Another of those books I remember floating around the house when I was a kid. I doubt my parents actually read it. Where it came from I don't know. Where it went I don't know. The 70s! Man! Dig? And the omnipresent smiley face.
From Wikipedia:
I'm OK, You're OK, by Thomas A Harris MD, is one of the best selling self-help books ever published. It is a practical guide to Transactional Analysis as a method for solving problems in life. From its first publication during 1967, the popularity of I'm OK, You're OK gradually increased until, during 1972, its name made the New York Times Best Seller list and remained there for almost two years. It is estimated by the publisher to have sold over 15 million copies to date and to have been translated into over a dozen languages.
The phrase "I'm OK, You're OK" is one of four "life positions" that each of us may take. The four positions are:
1. I'm Not OK, You're OK
2. I'm Not OK, You're Not OK
3. I'm OK, You're Not OK
4. I'm OK, You're OK
"Good times are comin', but they're sure comin' slow" as Neil Young sang it.
29 Comments:
You're ok, John.
You're OK, Jordan.
Thanks!
Well, for both of us, it's still depending on various uncertain parameters of observable reality, natch:
"Rather than working with abstract concepts of consciousness, Harris suggests that the pioneering work of brain surgeon Wilder Penfield in uncovering the neurological basis of memory could offer complementary insights grounded in observable reality. Specifically, Harris emphasizes reports of Wilder’s experiments stimulating small areas of the brains of conscious (but locally anaesthetised) patients undergoing brain surgery. Though the patients were conscious that they were on an operating table, the stimulation also caused them to recall specific past events in vivid detail — not just facts of the event, but as a vivid "reliving" of "what the patient saw and heard and felt and understood" when the memory was created. Based on these experiments, Harris postulates that the brain records past experiences like a tape recorder, in such a manner that it is possible subsequently to relive past experiences with all their original emotional intensity."

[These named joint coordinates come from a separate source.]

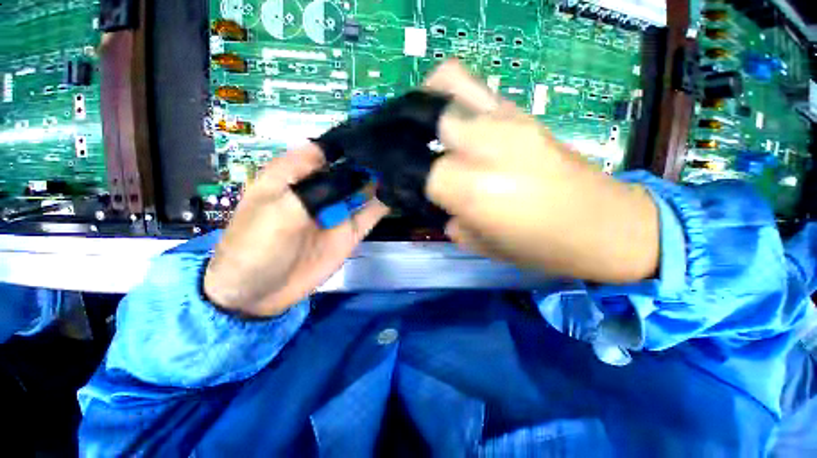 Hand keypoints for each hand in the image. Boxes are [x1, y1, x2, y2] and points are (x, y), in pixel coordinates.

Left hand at [203, 144, 388, 316]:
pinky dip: (384, 203)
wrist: (258, 293)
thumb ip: (318, 188)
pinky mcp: (350, 231)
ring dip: (381, 179)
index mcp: (294, 175)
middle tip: (399, 149)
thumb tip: (349, 168)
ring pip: (364, 189)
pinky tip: (401, 191)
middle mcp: (320, 189)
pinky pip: (371, 213)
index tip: (374, 132)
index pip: (325, 148)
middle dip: (371, 158)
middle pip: (349, 167)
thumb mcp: (281, 210)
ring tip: (405, 167)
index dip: (347, 140)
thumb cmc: (256, 246)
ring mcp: (338, 211)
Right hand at [424, 60, 659, 282]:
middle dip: (409, 130)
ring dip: (428, 103)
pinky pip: (477, 89)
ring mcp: (507, 121)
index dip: (408, 179)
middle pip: (427, 113)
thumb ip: (449, 220)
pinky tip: (459, 126)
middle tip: (409, 148)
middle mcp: (486, 146)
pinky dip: (455, 99)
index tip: (406, 186)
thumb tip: (434, 201)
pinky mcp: (525, 114)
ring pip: (449, 82)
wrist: (606, 225)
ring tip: (429, 129)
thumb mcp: (481, 245)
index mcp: (473, 190)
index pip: (419, 170)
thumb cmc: (541, 247) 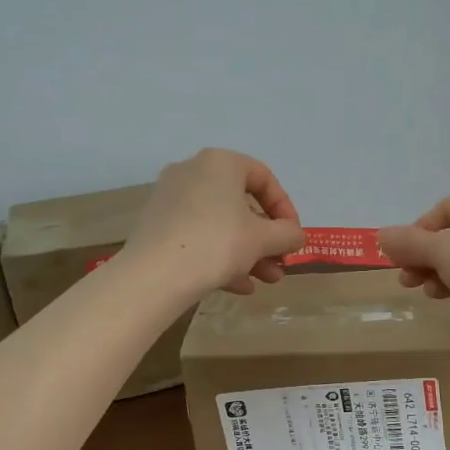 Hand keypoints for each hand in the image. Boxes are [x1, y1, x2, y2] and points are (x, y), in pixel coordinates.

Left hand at [125, 148, 305, 296]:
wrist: (154, 275)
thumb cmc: (217, 244)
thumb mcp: (263, 239)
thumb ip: (287, 234)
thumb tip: (295, 235)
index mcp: (220, 163)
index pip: (264, 178)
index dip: (285, 209)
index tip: (293, 237)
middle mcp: (192, 171)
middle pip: (240, 204)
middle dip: (266, 239)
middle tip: (280, 263)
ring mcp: (170, 198)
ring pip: (219, 223)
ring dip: (247, 252)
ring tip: (266, 281)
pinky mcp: (156, 225)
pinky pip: (197, 236)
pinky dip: (220, 256)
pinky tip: (239, 286) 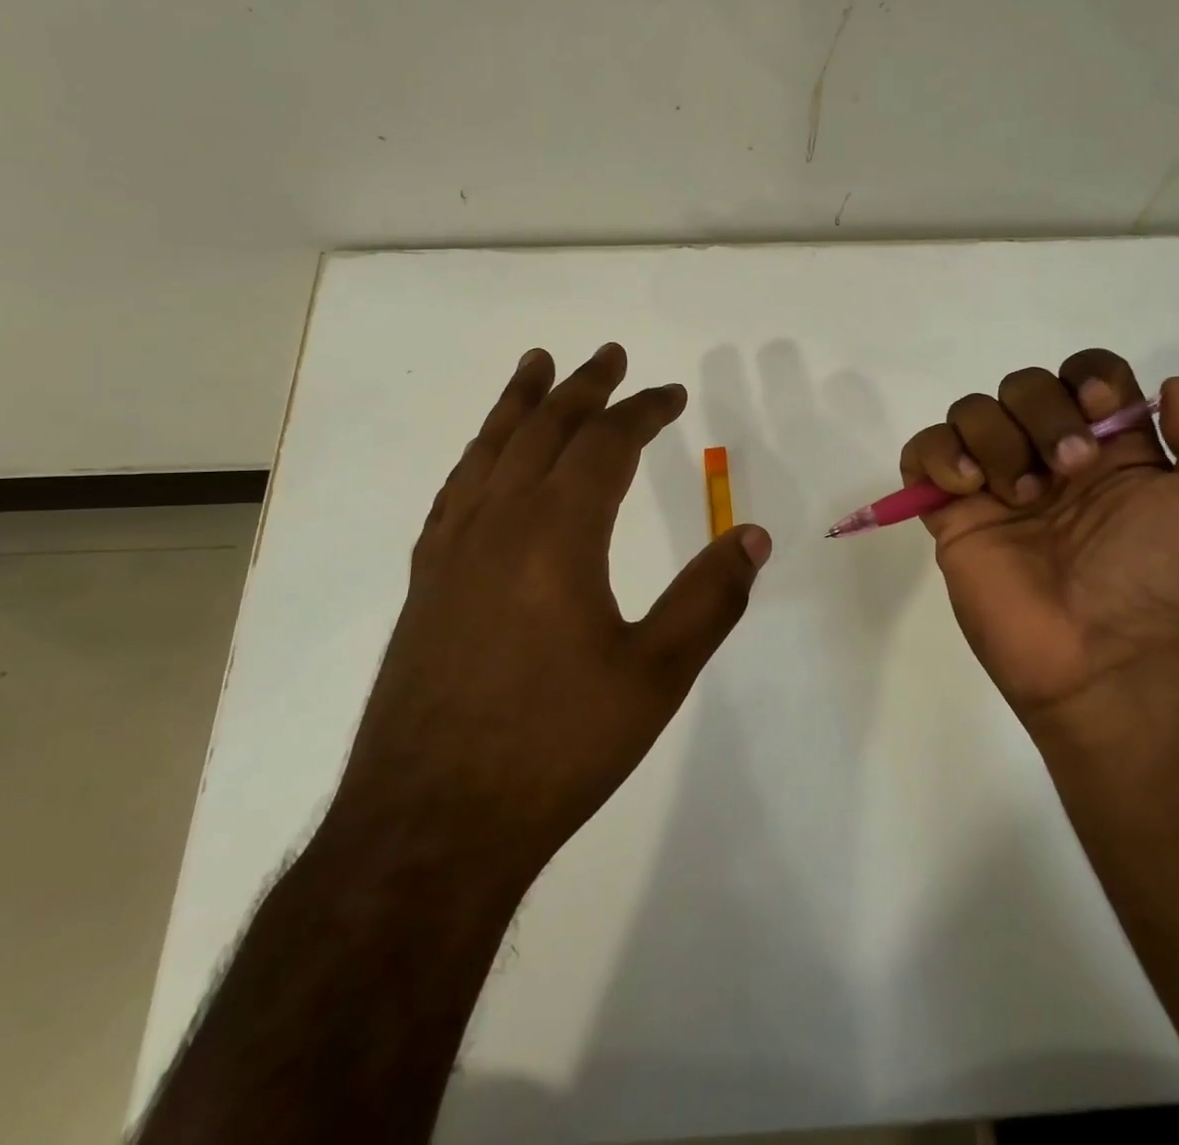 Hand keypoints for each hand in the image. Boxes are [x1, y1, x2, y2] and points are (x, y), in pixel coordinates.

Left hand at [334, 343, 771, 890]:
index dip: (642, 411)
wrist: (433, 824)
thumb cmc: (556, 746)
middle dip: (582, 388)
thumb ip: (709, 598)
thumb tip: (752, 535)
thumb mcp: (656, 675)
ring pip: (489, 452)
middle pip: (542, 431)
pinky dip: (478, 458)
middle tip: (608, 354)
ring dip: (518, 404)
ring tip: (535, 366)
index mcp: (557, 534)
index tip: (671, 393)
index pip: (605, 445)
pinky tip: (484, 460)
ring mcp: (452, 552)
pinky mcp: (426, 584)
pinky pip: (455, 494)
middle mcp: (498, 524)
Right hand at [900, 350, 1178, 729]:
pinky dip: (937, 454)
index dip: (1087, 380)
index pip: (1084, 375)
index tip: (1099, 416)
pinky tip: (967, 488)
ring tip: (1018, 497)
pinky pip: (921, 452)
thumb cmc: (1166, 577)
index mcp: (1111, 449)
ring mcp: (996, 484)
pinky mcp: (952, 514)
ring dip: (994, 439)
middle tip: (1066, 473)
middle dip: (1043, 414)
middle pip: (1022, 384)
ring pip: (970, 411)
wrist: (1107, 657)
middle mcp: (1050, 457)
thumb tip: (1167, 390)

I liked it better when we were ok without lying on operating tables with electrodes in our brains.
One must make these sacrifices in order to theorize one's OKness.
Not ok!
Jordan,
How about this for an OK thing to do? Seriously, because I would like to do it:
That you and I sit down over a cup of coffee or tea somewhere, across the table from one another, and just talk for a while. Just the two of us.

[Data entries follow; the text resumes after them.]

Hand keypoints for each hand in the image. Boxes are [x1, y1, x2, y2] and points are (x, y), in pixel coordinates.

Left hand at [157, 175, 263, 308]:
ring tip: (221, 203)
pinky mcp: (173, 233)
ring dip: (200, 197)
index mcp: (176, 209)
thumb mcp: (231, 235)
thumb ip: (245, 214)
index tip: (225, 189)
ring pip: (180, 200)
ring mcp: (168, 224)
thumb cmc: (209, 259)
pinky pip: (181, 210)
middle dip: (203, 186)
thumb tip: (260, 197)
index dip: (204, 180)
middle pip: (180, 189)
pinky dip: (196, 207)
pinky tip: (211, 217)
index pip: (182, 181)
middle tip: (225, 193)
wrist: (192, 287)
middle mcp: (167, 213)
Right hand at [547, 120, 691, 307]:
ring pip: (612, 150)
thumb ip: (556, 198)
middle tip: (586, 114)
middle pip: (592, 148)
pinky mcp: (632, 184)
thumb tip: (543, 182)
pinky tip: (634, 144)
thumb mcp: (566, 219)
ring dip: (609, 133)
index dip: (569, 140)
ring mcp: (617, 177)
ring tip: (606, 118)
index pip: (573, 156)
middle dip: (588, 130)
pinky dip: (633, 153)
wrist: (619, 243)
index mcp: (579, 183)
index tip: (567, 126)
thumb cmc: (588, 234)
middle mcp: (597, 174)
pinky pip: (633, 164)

We could do this at AWP, in Chicago, if you will be there, or we could do it in NYC sometime soon, and I could give you the date when I'll be there.
What do you think? You can tell me back-channel if you like, or here; I thought I would make the offer here, given our public j(ok)iness with each other.

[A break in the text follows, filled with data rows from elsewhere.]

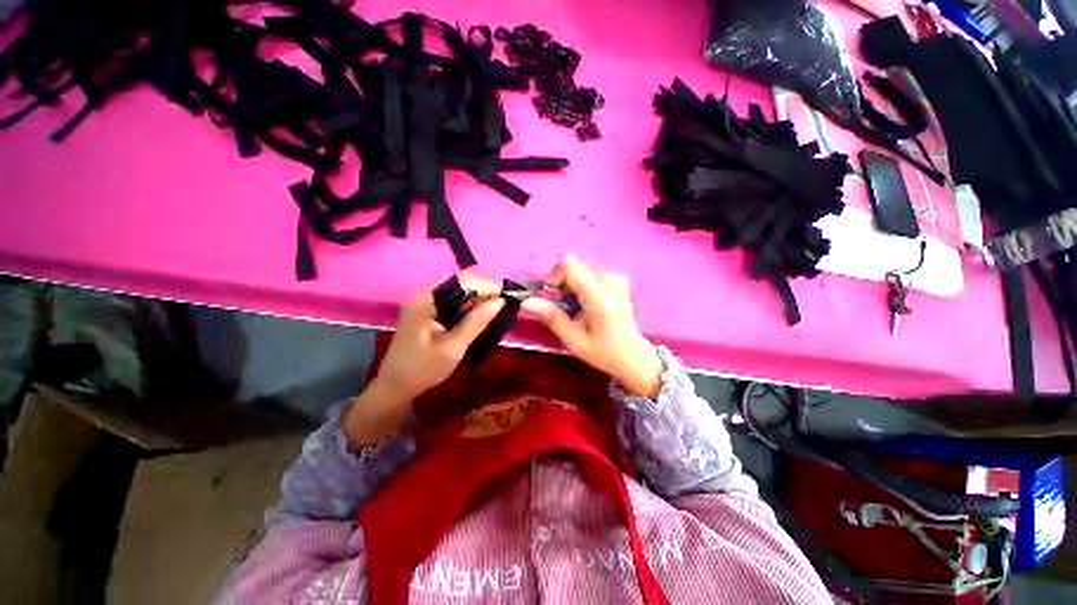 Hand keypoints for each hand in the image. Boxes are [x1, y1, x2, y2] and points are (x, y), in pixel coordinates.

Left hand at [376, 273, 504, 401]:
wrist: (395, 388)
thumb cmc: (422, 369)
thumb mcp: (453, 347)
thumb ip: (476, 322)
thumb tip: (500, 301)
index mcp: (426, 299)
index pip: (462, 281)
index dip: (485, 286)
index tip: (505, 299)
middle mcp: (424, 296)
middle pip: (460, 285)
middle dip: (482, 295)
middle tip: (501, 309)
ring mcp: (425, 305)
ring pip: (458, 295)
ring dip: (476, 303)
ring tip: (494, 315)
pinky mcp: (427, 314)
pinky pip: (451, 305)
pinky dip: (466, 311)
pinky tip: (477, 320)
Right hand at [522, 255, 662, 397]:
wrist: (632, 356)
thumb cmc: (602, 351)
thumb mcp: (573, 339)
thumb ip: (551, 317)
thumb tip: (527, 302)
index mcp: (598, 294)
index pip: (569, 265)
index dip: (553, 275)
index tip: (549, 294)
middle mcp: (609, 279)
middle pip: (574, 266)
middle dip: (561, 282)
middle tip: (560, 305)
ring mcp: (616, 278)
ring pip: (581, 269)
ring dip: (571, 284)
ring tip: (573, 307)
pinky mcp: (618, 280)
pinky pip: (591, 273)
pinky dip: (582, 285)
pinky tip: (584, 303)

onward to OK, or in some orbit of it,
Kent
I, on the other hand, am trying to meet as few people as possible this year at AWP. I think I might even hide beneath my table and talk using finger puppets.
Well, John, I was about to invite you for a coffee or beer. Let's meet! (I'm starting to sound like I have not a trace of social anxiety.)
This is the first time I've been on a panel at AWP (though it's a reading): I've been on about seven *proposed* panels over the years, all of them rejected, so this is like going to Burma, or something.
Why in the world would I want to do that, Kent?
I'm going to habe to spend most of my time at the table, I'm afraid. It's depressing. But please come by and talk with the finger puppets. They're much more outgoing than I am.
>Why in the world would I want to do that, Kent?
OK!
No, I didn't think you'd want to. But thought I'd make the offer, in case. It's still open, if you get your courage up.
Regardless, your question above is priceless.
Kent, what I imagined you thought was that you might bait me into committing something like the tantrums you posted here yesterday.
I'm done here. Thanks, John. Good luck.
Tantrums? Huh.
Easy now, Jordan. You don't have to do any of this.
Come back!
John,
Could you send Jordan the Amazon URL for the Harris book?
I just ordered it, but for some reason my Copy function isn't working, so I can't send it to him myself.
No. What the two of you have is special. I wouldn't want to get in the middle of it.
But thanks for thinking of me!
It IS special, yes.
I wasn't asking you to get in the middle of it, I was just asking you to help make it MORE special.
Though it will surely get much more special in about nine months, or so, you'll see.
But who will show up for the paternity test?
>But who will show up for the paternity test?
In fact, this is a very nice way of troping my reference.
Also in somewhat-tether to this I'm OK, You're OK thinger:
An interesting series of posts and accompanying discussions regarding "Poetic Factions" over at Montevidayo blog
http://www.montevidayo.com/
One of my favorite 70s books is Fear of Flying.
Transactional analysis is actually quite fascinating. I recommend the book Games People Play which, while also somewhat dated in its examples, is a great summary of the basics and a fun outline of, well, its title.
You know, if you combine I'm OK, You're OK with Fear of Flying, you get "I'm OK, You're Flying.
Self-help for the New Millennium. You heard it first here.
Or Fear You're OK. I want to be fucked up, but I fear I'm OK.